Personalmente, creo exagerados tales vaticinios. Y, aunque siento cierto recelo ante las chilabas musulmanas que se me cruzan por Cartagena y, en principio, las desapruebo, por otro lado me parece que Occidente haría bien en recuperar una variedad indumentaria hoy perdida, y parte importante de la cual sería, precisamente, la vestidura talar: la que cubre todo el cuerpo, de una pieza, desde la cabeza hasta los pies. Se trataría de restablecer la idea medieval de que el vestido talar simboliza la unidad ontológica del ser no escindido, muy distinto del individuo fragmentario (“productor” y “consumidor”, pero cada vez menos auténtica “persona”) típico de la modernidad y del Occidente burgués y tecnocrático. No en vano algunos teóricos del sufismo, com Idries Shah, han hablado de que la chilaba magrebí está relacionada con la metafísica y la antropología del Islam, mientras que el traje de dos piezas occidental deriva del racionalismo individualista, que ha perdido la perspectiva del ser humano como una realidad unitaria, enfocada hacia el mundo de lo divino. De hecho, resulta significativo que hoy en día, entre nosotros, la vestidura talar sólo se manifieste dentro del ámbito de la liturgia cristiana, como atuendo que luce prescriptivamente el sacerdote durante la misa; y, en el universo iconológico contemporáneo, se encuentra asociada con el Papado, el colegio cardenalicio y el episcopado en sus apariciones públicas.
 
Y, sin embargo, creo que circunscribir la vestidura talar al ámbito estricto del cristianismo y sus manifestaciones litúrgicas resulta culturalmente empobrecedor. Por su misma esencia, este atuendo provoca en el espectador un sentimiento de misterio, y produce también cierta “sintonización metafísica” en quien lo luce: recuérdese, por ejemplo, las túnicas de los nazarenos en las procesiones de Semana Santa. Y también la tradicional bata blanca de los médicos, que produce en el paciente —o producía, que hoy todo degenera— un sentimiento de respeto casi reverencial. Lo mismo puede decirse de la bata del profesor de Ciencias Naturales o Química en los institutos de bachillerato, hoy en desuso.
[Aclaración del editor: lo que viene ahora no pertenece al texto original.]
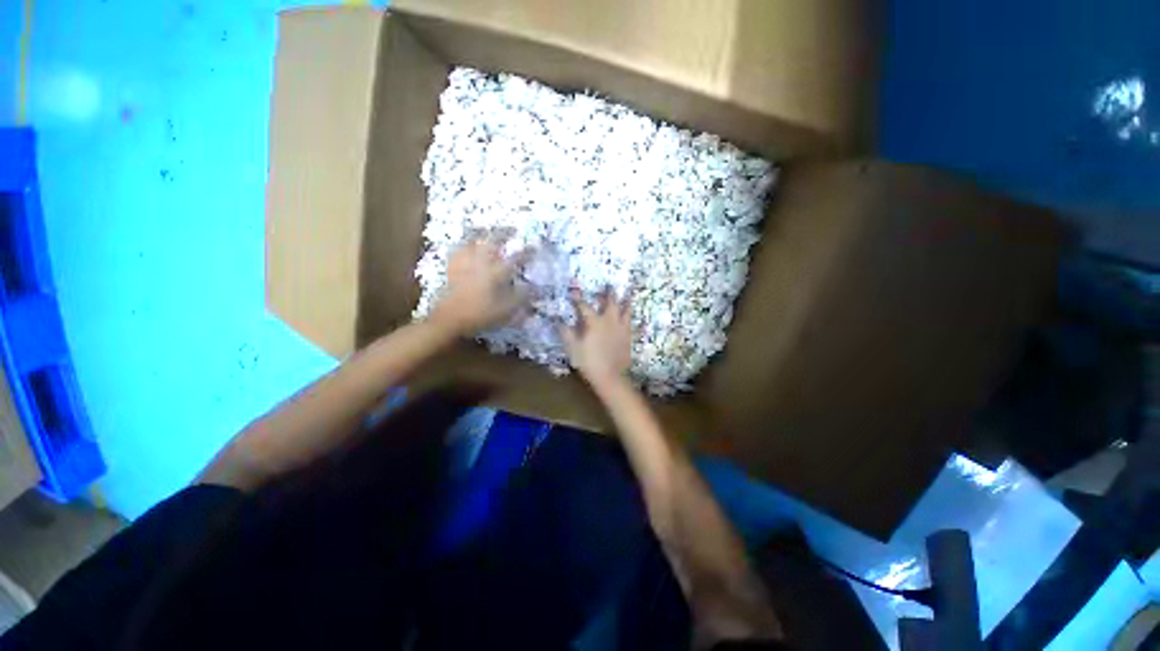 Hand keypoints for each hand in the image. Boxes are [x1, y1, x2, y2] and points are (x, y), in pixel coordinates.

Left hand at [429, 238, 529, 335]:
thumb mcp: (505, 310)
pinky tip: (466, 246)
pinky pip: (458, 250)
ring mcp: (464, 263)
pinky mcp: (452, 268)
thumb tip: (535, 289)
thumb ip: (520, 298)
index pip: (515, 258)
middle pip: (491, 241)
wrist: (449, 319)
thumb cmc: (480, 315)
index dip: (527, 252)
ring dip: (481, 234)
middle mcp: (480, 262)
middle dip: (503, 232)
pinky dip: (464, 245)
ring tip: (487, 230)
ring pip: (472, 241)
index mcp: (495, 272)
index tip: (535, 246)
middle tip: (511, 229)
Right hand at [559, 288, 631, 387]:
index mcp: (594, 322)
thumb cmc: (588, 362)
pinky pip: (631, 322)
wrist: (610, 377)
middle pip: (610, 302)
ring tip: (627, 293)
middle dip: (608, 292)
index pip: (584, 306)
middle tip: (609, 284)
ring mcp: (621, 328)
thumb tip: (559, 321)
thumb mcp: (573, 348)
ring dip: (625, 300)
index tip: (573, 290)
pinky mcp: (628, 336)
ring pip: (625, 309)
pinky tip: (632, 314)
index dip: (577, 298)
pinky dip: (630, 315)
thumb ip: (566, 332)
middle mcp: (609, 320)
Cuando el enésimo adivino de turno —Rappel entre nosotros— o alguien como Claude Vorillon, líder de la secta de los raelianos, utilizan escenográficamente una parafernalia que incluye la túnica del mago, están valiéndose de un elemento cultural que el Occidente racionalista hace décadas que decidió desterrar al desván donde guardamos, polvorientos, los cachivaches anacrónicos y demás trastos hoy considerados inútiles.
 
Quién sabe: quizá, como sugiero, deberíamos recuperar culturalmente la vestimenta talar para empezar a “reencantar el mundo” (¿alguien se imagina al Gandalf de Tolkien con camisa y pantalón?). Igual es ése el mensaje cifrado que me envían las chilabas con las que me encuentro en el centro de Cartagena. Con cuyos portadores, por cierto, no me importaría mantener una entrevista para preguntarles, por ejemplo, lo que piensan de Al Qaeda y del “retorno del califato”. Aunque claro: si no se han preocupado de vestirse más o menos como nosotros, ¿lo habrán hecho de aprender el español?